*** Block opens ***
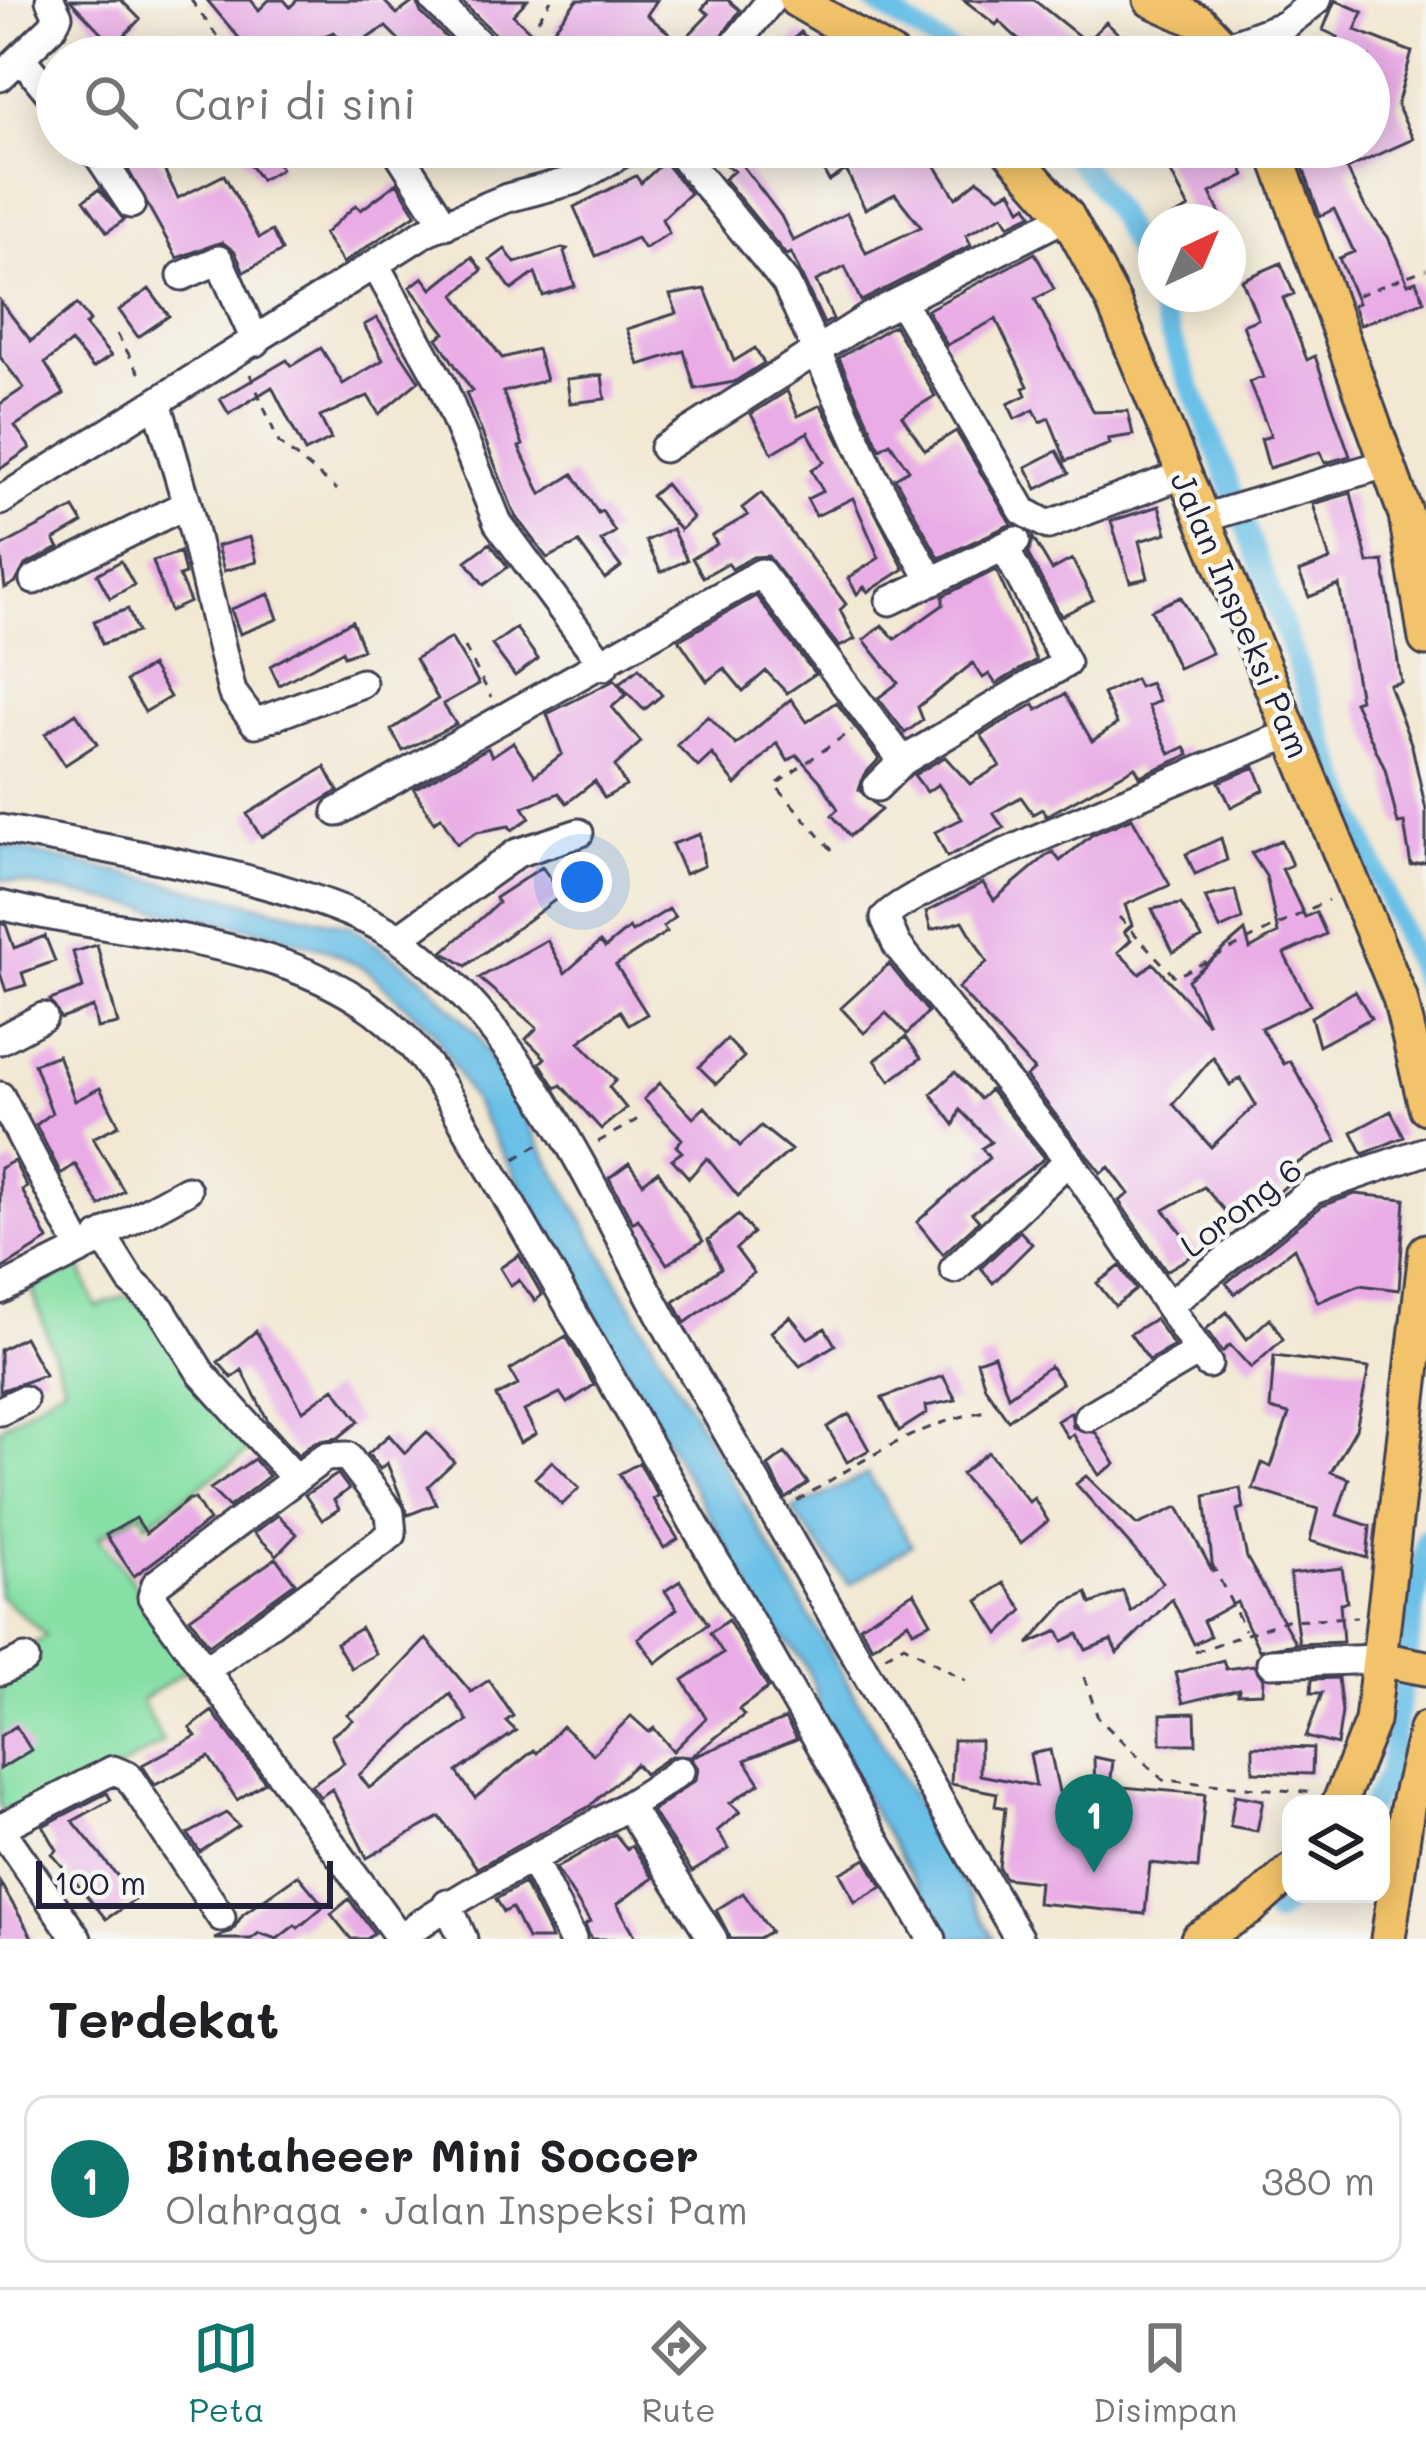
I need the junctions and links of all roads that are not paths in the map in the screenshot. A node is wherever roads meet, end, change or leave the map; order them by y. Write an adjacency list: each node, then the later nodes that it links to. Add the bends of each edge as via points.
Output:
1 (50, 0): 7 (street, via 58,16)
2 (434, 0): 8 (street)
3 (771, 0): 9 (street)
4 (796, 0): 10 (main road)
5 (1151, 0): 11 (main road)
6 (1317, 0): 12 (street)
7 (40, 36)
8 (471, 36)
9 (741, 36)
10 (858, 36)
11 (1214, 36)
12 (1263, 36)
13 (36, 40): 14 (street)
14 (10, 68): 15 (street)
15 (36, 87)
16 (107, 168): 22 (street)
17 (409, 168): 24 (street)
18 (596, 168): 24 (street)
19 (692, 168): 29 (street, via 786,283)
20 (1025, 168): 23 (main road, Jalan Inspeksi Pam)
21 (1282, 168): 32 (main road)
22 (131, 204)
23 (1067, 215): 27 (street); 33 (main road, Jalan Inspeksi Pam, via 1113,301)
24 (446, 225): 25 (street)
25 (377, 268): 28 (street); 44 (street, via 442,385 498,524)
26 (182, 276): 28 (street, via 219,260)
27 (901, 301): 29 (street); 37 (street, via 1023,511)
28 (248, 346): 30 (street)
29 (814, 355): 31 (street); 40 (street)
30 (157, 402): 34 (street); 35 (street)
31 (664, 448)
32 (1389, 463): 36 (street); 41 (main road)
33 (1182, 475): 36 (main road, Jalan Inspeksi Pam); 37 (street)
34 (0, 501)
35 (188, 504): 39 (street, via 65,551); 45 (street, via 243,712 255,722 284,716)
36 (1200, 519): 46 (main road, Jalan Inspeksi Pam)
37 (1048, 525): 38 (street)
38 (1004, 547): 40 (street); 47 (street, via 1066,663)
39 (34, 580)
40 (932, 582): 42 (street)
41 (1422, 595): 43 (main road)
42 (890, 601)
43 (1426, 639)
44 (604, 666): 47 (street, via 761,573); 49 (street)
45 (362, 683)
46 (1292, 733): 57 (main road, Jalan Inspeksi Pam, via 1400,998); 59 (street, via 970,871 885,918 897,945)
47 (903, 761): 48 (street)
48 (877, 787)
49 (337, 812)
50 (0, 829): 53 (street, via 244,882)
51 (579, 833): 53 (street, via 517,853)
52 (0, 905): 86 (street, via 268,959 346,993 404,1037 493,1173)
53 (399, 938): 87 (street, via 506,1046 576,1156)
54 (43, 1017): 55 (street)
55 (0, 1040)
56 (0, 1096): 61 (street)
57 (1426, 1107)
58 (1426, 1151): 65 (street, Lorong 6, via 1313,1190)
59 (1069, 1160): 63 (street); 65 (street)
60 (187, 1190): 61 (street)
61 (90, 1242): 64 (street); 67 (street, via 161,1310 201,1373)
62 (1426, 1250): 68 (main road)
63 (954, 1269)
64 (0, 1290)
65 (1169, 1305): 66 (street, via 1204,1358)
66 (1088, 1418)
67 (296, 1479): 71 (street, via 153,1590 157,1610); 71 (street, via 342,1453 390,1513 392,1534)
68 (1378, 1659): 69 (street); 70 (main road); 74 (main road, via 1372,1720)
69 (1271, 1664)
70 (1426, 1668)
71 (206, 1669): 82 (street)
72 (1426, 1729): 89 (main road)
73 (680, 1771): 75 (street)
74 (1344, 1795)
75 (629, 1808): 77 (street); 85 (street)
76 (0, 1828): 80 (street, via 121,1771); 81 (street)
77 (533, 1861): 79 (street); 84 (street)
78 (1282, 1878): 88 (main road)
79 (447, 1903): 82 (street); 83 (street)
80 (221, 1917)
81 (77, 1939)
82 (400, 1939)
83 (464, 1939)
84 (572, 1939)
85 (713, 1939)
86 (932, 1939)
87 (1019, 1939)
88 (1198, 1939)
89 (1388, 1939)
*** Block closes ***
### TASK PROMPT
Whenever a line in the material above holds the string "Jalan", copy that line in full.

### TASK OUTPUT
20 (1025, 168): 23 (main road, Jalan Inspeksi Pam)
23 (1067, 215): 27 (street); 33 (main road, Jalan Inspeksi Pam, via 1113,301)
33 (1182, 475): 36 (main road, Jalan Inspeksi Pam); 37 (street)
36 (1200, 519): 46 (main road, Jalan Inspeksi Pam)
46 (1292, 733): 57 (main road, Jalan Inspeksi Pam, via 1400,998); 59 (street, via 970,871 885,918 897,945)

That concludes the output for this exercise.